In Alzheimer's disease, right hippocampal atrophy is among the earlier structural changes alongside its left counterpart . The spatial-cognitive component of early Alzheimer's — getting lost in familiar places, difficulty navigating, impaired sense of direction — often tracks the right-hippocampus pathology while the verbal-memory component tracks the left-hippocampus pathology. Both components contribute to the clinical presentation.
Developmental amnesia — the rare syndrome of selective hypoxic-ischaemic damage to bilateral hippocampi in early childhood — produces a profound inability to form new episodic memories with relatively preserved semantic learning. The condition, described in detail by Faraneh Vargha-Khadem and colleagues, has been central to refining the modern multiple-systems view of memory and to clarifying the relative contributions of right and left hippocampi.
Right hippocampus damage from temporal lobe epilepsy or surgical resection (anterior temporal lobectomy for intractable epilepsy) produces selective spatial-memory and navigation impairments — the patients can still learn verbal material but lose the spatial-cognitive scaffold the right hippocampus provides.
History of discovery
The hippocampus's spatial-cognition role was discovered through John O'Keefe and Jonathan Dostrovsky's 1971 identification of place cells in the rodent hippocampus — neurons that fire whenever the animal occupies a particular location in its environment . The discovery established the hippocampus as a cognitive-map structure (O'Keefe and Lynn Nadel's 1978 *Hippocampus as a Cognitive Map* gave the field its founding synthesis) and was recognized with the 2014 Nobel Prize in Physiology or Medicine.

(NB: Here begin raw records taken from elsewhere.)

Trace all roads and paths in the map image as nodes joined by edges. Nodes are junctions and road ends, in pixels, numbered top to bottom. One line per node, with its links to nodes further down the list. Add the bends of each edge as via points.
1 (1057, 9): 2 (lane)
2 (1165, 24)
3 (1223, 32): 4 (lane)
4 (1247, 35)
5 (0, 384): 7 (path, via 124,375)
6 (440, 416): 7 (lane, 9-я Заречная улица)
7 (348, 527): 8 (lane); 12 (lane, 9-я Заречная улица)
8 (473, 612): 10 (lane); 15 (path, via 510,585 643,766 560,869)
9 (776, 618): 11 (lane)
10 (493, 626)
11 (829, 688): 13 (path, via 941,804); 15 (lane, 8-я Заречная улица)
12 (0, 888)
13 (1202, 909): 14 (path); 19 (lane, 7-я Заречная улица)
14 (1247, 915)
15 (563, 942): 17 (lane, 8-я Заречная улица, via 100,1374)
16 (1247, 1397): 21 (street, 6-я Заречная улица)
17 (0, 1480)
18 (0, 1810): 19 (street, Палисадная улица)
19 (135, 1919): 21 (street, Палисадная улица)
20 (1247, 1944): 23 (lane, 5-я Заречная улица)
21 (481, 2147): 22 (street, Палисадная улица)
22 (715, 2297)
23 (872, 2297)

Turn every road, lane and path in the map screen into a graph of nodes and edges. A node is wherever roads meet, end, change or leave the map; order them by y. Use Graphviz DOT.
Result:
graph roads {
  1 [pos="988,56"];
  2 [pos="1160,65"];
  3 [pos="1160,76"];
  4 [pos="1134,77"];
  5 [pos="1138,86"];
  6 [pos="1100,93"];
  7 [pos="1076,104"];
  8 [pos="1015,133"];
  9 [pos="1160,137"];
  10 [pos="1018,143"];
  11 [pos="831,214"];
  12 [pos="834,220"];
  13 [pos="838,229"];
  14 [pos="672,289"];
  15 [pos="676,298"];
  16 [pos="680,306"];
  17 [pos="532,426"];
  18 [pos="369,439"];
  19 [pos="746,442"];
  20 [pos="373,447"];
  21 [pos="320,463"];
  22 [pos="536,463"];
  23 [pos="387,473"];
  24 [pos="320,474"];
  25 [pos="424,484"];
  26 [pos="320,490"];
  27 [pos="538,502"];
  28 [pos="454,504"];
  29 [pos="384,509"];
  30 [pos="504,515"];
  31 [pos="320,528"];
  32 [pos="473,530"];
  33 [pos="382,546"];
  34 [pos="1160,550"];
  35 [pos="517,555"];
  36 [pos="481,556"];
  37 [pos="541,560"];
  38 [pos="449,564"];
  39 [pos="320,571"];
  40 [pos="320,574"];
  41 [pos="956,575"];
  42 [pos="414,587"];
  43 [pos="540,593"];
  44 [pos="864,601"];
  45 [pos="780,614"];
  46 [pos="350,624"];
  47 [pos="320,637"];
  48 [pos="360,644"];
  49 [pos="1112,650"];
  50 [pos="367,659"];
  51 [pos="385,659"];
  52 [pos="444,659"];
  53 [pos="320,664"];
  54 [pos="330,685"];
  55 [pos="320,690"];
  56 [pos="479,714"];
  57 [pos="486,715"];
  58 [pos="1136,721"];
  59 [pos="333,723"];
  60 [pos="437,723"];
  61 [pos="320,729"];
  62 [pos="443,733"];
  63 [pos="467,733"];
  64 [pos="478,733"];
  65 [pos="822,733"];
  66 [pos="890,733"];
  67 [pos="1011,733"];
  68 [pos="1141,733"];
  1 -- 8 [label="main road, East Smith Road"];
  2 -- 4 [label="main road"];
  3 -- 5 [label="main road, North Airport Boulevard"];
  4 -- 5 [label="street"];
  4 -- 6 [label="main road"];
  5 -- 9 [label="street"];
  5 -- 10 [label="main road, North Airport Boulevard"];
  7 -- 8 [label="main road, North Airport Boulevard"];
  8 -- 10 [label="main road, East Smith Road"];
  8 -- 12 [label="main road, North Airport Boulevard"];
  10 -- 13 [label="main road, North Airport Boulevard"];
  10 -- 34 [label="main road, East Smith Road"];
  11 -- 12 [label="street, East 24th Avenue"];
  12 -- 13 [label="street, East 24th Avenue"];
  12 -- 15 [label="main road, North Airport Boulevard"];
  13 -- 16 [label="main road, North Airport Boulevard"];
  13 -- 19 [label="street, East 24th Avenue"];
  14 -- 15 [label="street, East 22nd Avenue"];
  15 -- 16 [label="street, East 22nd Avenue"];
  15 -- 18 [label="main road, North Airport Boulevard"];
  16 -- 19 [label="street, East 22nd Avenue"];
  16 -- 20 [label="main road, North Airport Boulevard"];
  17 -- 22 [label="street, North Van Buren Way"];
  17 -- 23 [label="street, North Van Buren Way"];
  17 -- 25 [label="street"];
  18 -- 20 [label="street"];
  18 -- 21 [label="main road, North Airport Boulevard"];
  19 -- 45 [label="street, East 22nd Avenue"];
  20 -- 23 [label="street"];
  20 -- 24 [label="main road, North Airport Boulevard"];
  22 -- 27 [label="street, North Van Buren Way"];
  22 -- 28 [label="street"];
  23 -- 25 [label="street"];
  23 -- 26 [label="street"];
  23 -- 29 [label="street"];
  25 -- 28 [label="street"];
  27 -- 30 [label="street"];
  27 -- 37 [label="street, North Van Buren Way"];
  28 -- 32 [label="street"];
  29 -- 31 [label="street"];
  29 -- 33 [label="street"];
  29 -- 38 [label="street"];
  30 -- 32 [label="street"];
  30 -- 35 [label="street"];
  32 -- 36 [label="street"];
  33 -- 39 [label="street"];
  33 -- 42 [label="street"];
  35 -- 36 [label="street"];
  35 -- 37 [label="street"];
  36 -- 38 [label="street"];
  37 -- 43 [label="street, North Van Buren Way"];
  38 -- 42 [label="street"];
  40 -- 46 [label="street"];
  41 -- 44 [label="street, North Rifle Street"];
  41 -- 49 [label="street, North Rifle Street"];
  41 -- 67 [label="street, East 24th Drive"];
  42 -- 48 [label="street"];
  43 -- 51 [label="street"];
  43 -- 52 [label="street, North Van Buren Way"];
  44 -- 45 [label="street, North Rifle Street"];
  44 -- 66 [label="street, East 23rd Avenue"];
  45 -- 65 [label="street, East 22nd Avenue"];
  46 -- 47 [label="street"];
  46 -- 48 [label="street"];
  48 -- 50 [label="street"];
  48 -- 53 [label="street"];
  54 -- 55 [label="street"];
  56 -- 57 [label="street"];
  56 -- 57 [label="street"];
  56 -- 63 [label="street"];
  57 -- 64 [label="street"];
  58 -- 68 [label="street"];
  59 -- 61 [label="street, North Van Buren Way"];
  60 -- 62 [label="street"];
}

The human-side functional account, including the right-hemisphere bias for spatial cognition, emerged from the late-1990s and 2000s imaging studies of navigation, with Maguire et al.'s 2000 London taxi-driver paper as the most-cited demonstration of use-dependent structural change in adult human hippocampus . The 2007 Hassabis and Maguire reframing of the hippocampus's role from memory to scene construction extended the picture to imagination and prospective thinking, placing right hippocampus at the centre of the brain's machinery for constructing internally-generated scenes more generally .
The thread
The right hippocampus is recruited not only for remembering the past but for imagining future scenes and counterfactual ones — the same machinery serves both directions of time. Jung gave central weight to the active imagination as a way of working with the unconscious. Different vocabulary, related register: imagining is not idle. It uses the same circuit that remembering uses, and one of them is more visited than the other.